Dall’inchiesta vecchia di alcuni anni, in questi giorni sono arrivati i provvedimenti giudiziari sottoscritti dal gip Gerardina  Romaniello: per Pennimpede la sospensione, per un anno, dai pubblici uffici e per Blasi il divieto sempre per un anno di contrarre con la pubblica amministrazione (provvedimenti che sono stati notificati dai militari del comando provinciale della Guardia di Finanza di Salerno agli ordini del generale Oriol De Luca).

Nei panni di un giudice (come il GIP) chiamato a giudicare il lavoro del pubblico ministero mi farei un’unica domanda: “Vuoi vedere che Salerno non c’è neppure un bando non cucito addosso a chi deve vincere le gare pubbliche ?” e forse, dico forse, scoprirei che il “sistema di potere politico di Salerno” è perfettamente sovrapponibile a quello inventato dalle famose Cooperative Rosse che si aggiudicano tutti i lavori che vogliono lasciando, però, agli altri moltissime altre opere pubbliche; così tutti felici e contenti e con l’avallo niente di meno che della Suprema Corte di Cassazione che una trentina di anni fa ha sancito, e poi reiterato con numerose sentenze, il principio che più coop dello stesso scatolone possono prendere parte alle gare di appalto pur sapendo che la documentazione per la partecipazione viene approntata, forse, dallo stesso funzionario e, forse, nella stessa stanza. Come dire, la magistratura consente alle Coop Rosse ciò che per altri diventa subito “turbativa d’asta”. Incredibile, ma è così.

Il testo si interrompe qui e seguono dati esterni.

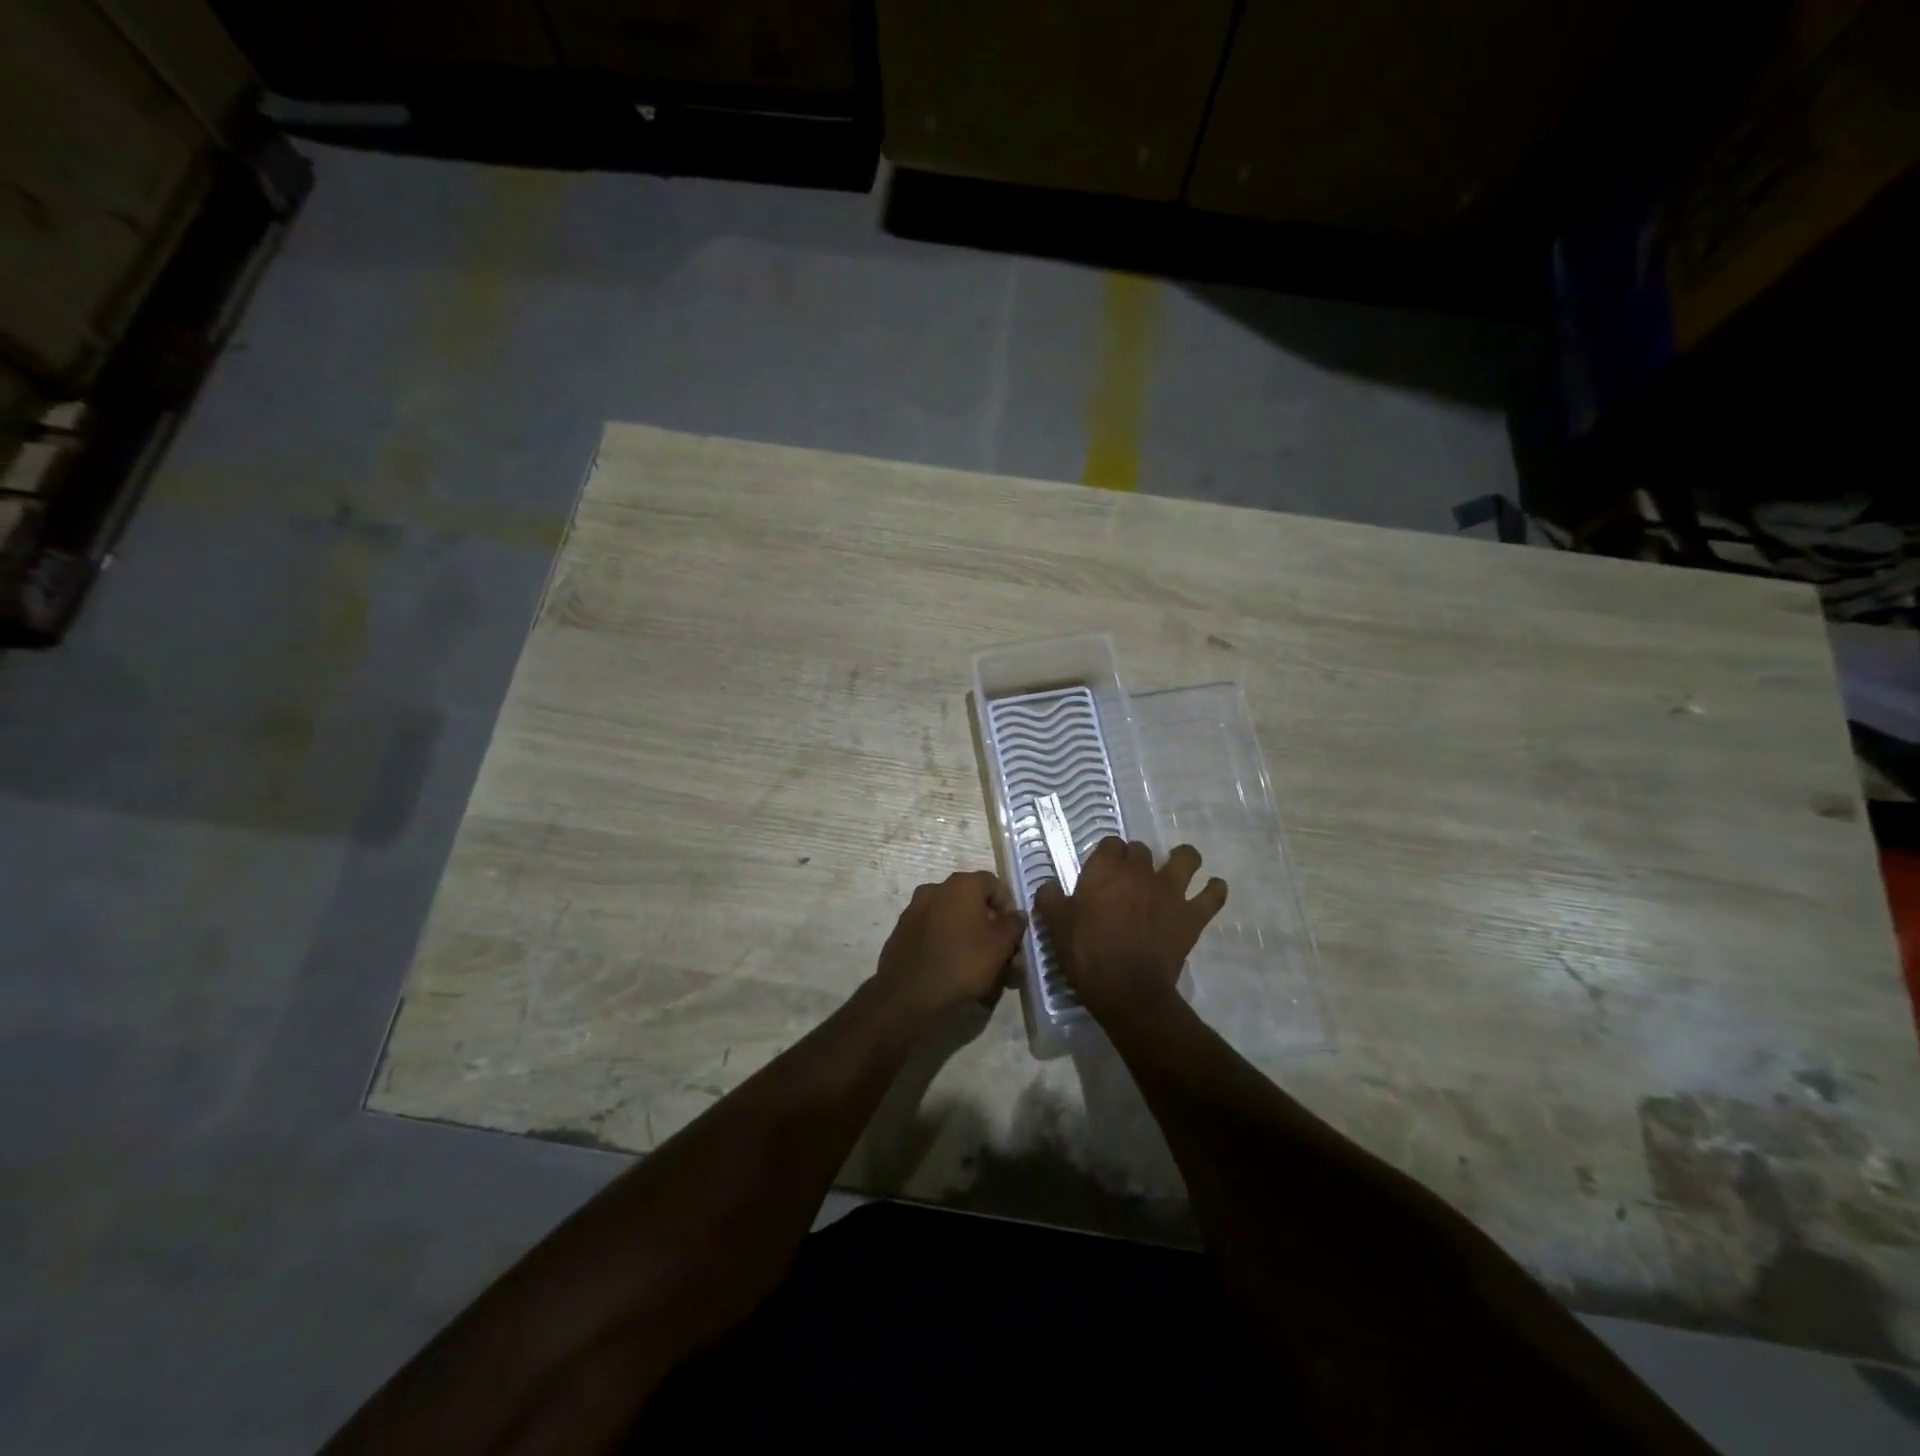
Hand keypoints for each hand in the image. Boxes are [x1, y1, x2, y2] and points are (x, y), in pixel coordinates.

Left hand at [874, 870, 1026, 1015]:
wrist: (907, 995)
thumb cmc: (962, 963)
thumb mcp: (1000, 945)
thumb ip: (1013, 925)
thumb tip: (1017, 914)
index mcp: (960, 885)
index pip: (994, 883)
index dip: (1009, 906)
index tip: (1015, 934)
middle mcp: (935, 889)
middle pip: (974, 903)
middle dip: (992, 929)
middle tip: (1005, 959)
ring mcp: (915, 910)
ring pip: (954, 920)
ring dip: (973, 939)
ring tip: (985, 972)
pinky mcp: (903, 933)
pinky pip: (935, 933)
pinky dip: (950, 945)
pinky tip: (958, 971)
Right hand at [1033, 838, 1226, 1021]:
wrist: (1127, 989)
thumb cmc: (1086, 954)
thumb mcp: (1055, 926)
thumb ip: (1049, 898)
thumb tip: (1048, 885)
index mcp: (1105, 871)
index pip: (1110, 843)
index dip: (1107, 853)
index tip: (1102, 869)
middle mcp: (1140, 872)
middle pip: (1142, 849)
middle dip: (1136, 858)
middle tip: (1129, 878)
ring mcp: (1171, 891)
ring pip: (1186, 858)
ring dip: (1184, 859)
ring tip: (1178, 868)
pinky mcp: (1192, 915)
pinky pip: (1213, 895)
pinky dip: (1214, 890)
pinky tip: (1211, 891)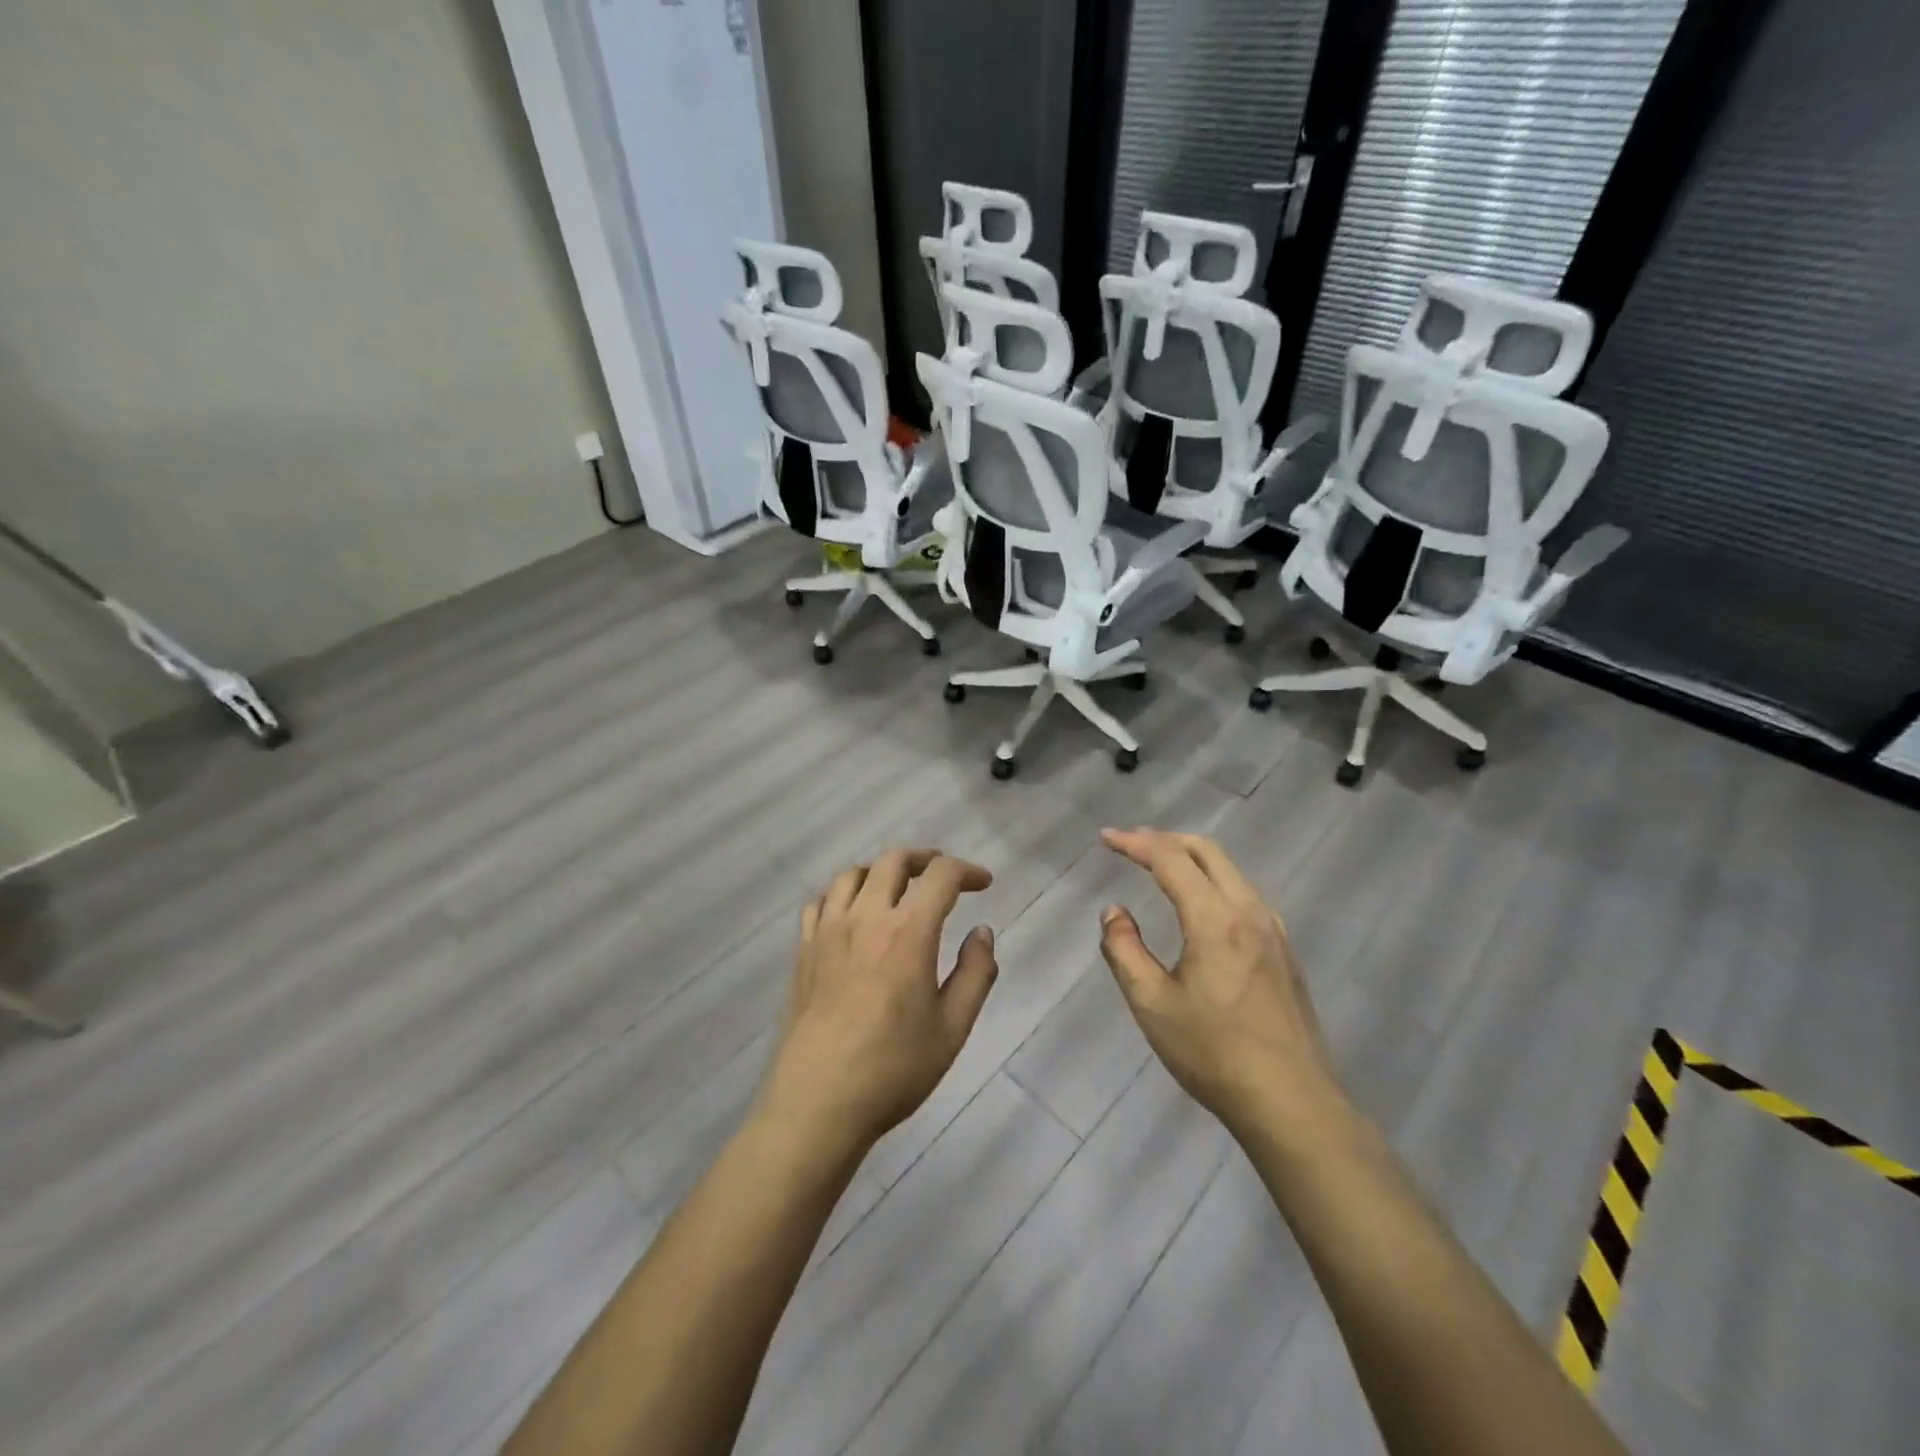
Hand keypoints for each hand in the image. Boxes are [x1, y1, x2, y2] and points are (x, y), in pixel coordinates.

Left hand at [757, 849, 999, 1157]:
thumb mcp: (953, 1028)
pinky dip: (843, 894)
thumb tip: (982, 932)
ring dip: (882, 871)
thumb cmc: (894, 1068)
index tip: (983, 884)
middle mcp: (866, 917)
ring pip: (853, 874)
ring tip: (898, 889)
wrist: (819, 1102)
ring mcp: (828, 931)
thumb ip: (975, 973)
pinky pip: (821, 901)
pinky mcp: (804, 950)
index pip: (941, 876)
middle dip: (925, 859)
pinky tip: (852, 914)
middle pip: (893, 861)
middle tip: (943, 876)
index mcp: (908, 931)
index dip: (967, 871)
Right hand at [1098, 828, 1346, 1142]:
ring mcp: (1273, 930)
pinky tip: (1200, 904)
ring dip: (1191, 858)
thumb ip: (1125, 950)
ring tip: (1160, 865)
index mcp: (1215, 919)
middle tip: (1130, 843)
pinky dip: (1213, 880)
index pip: (1170, 860)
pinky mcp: (1284, 951)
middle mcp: (1249, 911)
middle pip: (1207, 851)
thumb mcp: (1152, 1004)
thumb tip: (1114, 913)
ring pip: (1230, 871)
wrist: (1292, 1102)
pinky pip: (1244, 894)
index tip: (1105, 839)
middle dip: (1165, 839)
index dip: (1135, 843)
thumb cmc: (1213, 1053)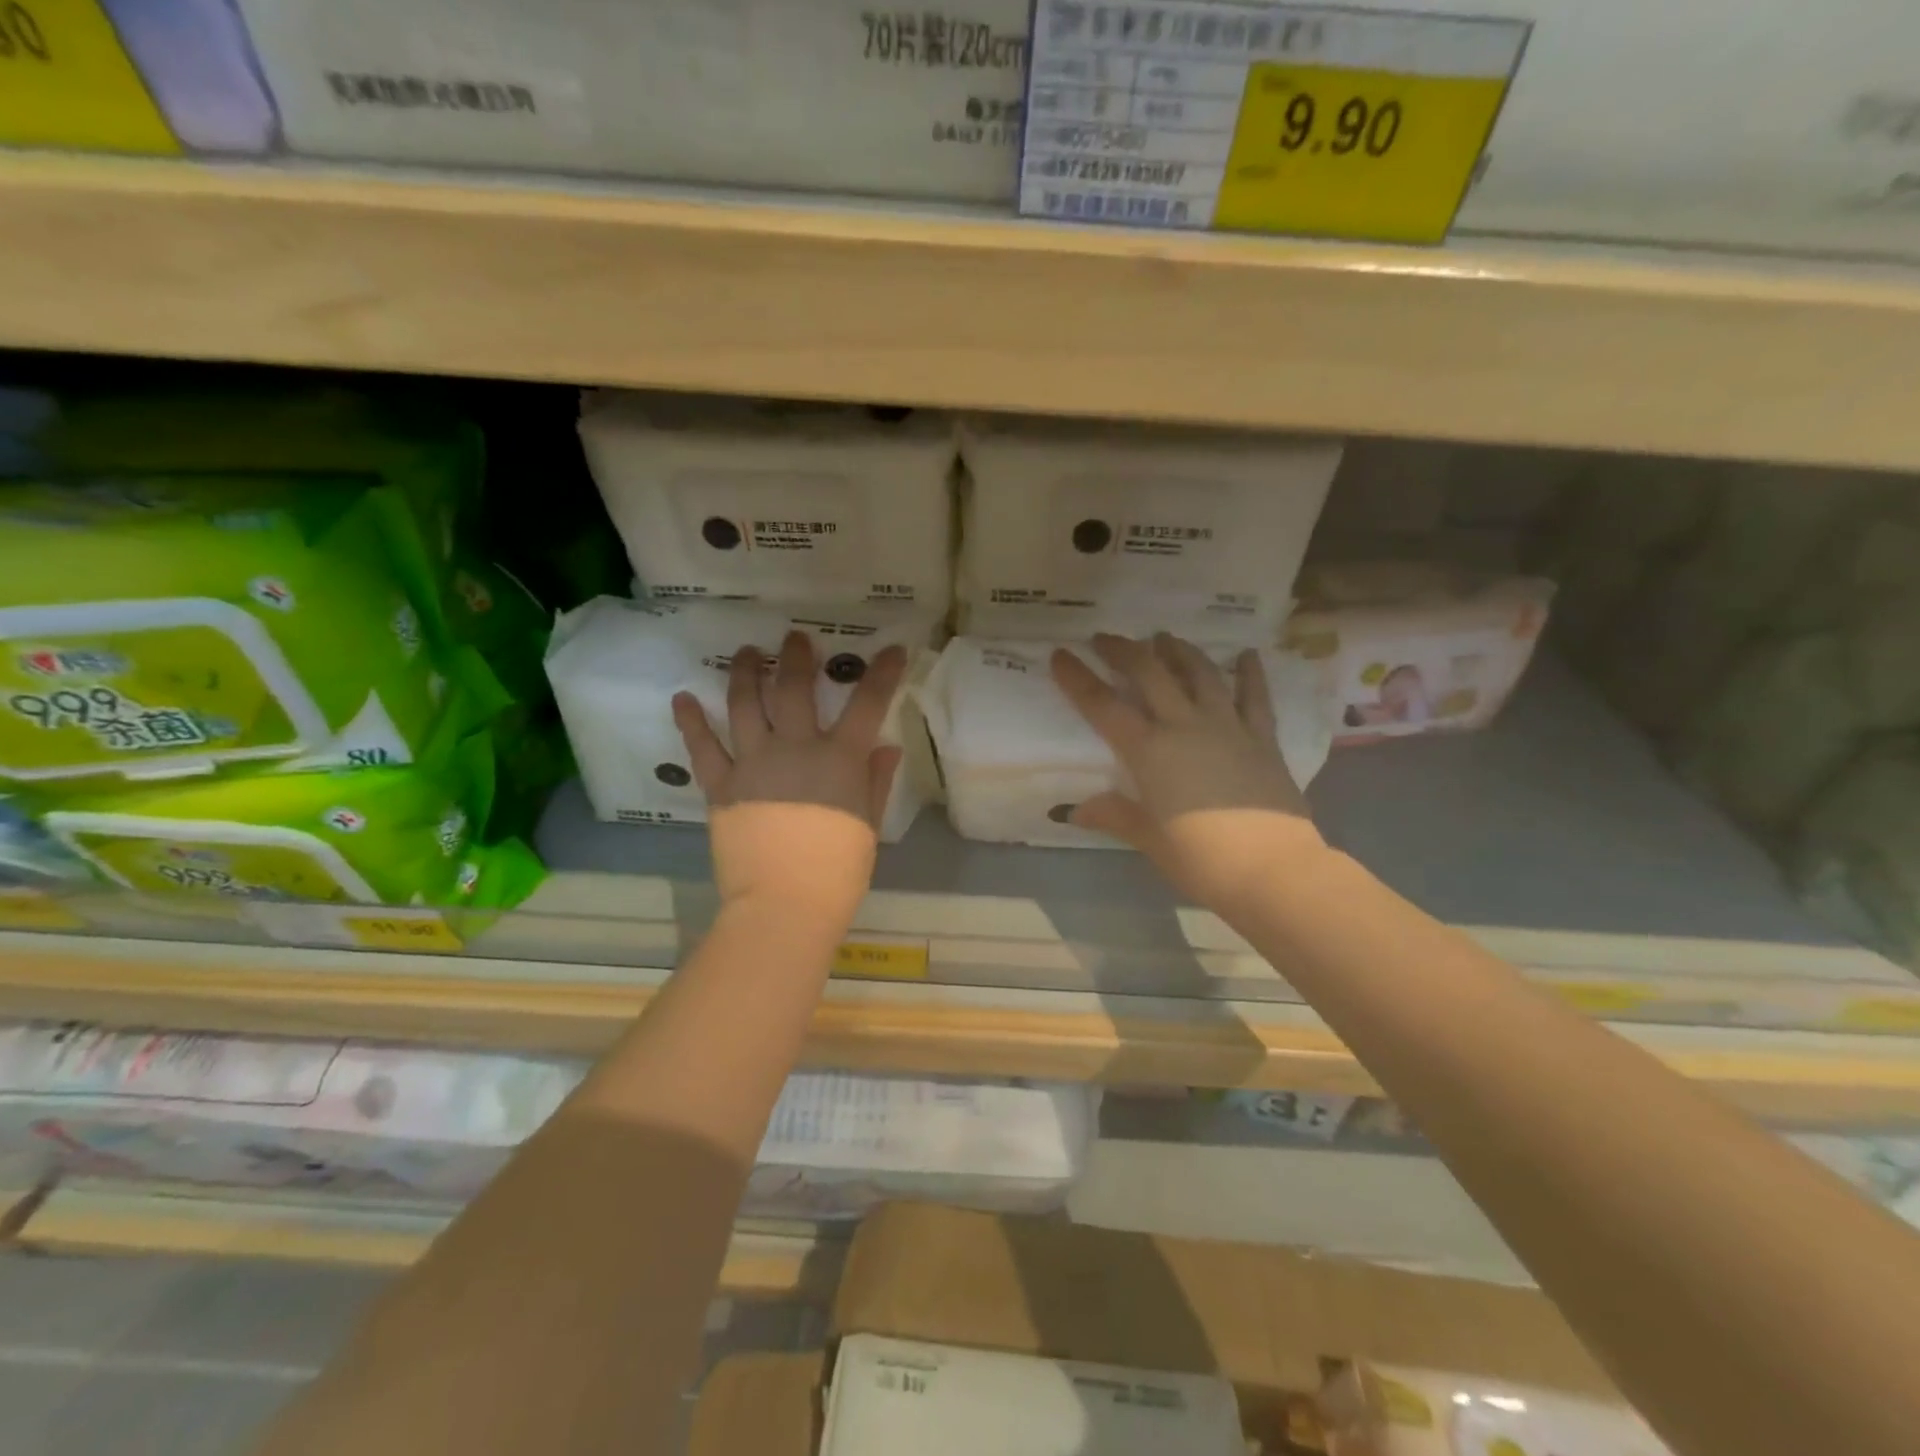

E poi in tutta sincerità “come può fare un semplice funzionario amministrativo a predisporre un bando di gara sartoriale senza il consenso o almeno le indicazioni di massima del pubblico amministratore” (che, grazie alla legge voluta da D’Alema alla fine degli anni ’90, esime l’amministratore politico da ogni responsabilità fino a prova contraria).

E dopo la domanda, prima ancora di emettere provvedimenti restrittivi, cercherei di capire in che modo e in quale misura il bando di gara sia stato ispirato se non addirittura condizionato e controllato dalla politica.

Nella gara di appalto per le “Luci d’artista 21-22” alcune domande il GIP Romaniello se le è comunque poste, tanto è vero che non ha concesso gli arresti domiciliari richiesti di pp.mm. Valenti e Cosentino che indagavano e indagano sull’oscuro micro cosmo degli appalti anche per i mercatini di Natale; indagini che, come sappiamo, si sono concluse con l’assoluzione della parte politica (Dario Loffredo, ben difeso dall’ottimo avv. Giovanni Annunziata, ndr) nell’ottica di quel principio che attribuisce all’epopea deluchiana il “fare tutto solo in favore della comunità”, come del resto scritto di recente dall’ex pm Michelangelo Russo in suo editoriale su “leCronache.it”.

E allora, mi chiedo, perché mettere sotto processo soltanto Pennimpede e Blasi senza neppure avanzare qualche dubbio sulla parte politica; questo fa pensare non ad una inchiesta globale e seria ma ad un “pescaggio a sorte” di qualche pesciolino di tanto in tanto, più per placare l’opinione pubblica che per cercare di scoprire la verità.

Il rischio è che la verità potrebbe essere amara se scoprissimo che a Salerno tutti i bandi delle gare di appalto per lavori pubblici (e non solo) sono stati confezionati dal “sarto degli artisti”; ce ne faremmo una ragione e capiremmo anche noi, sebbene a distanza di trent’anni, ciò che i giudici unti dal Signore capirono negli anni furiosi della tangentopoli quando affermarono (lo dice Michelangelo Russo !!) che “il sarto degli artisti non si occupa dei pubblici affari per risolvere le sue questioni private” perché qui a Salerno noi facciamo così.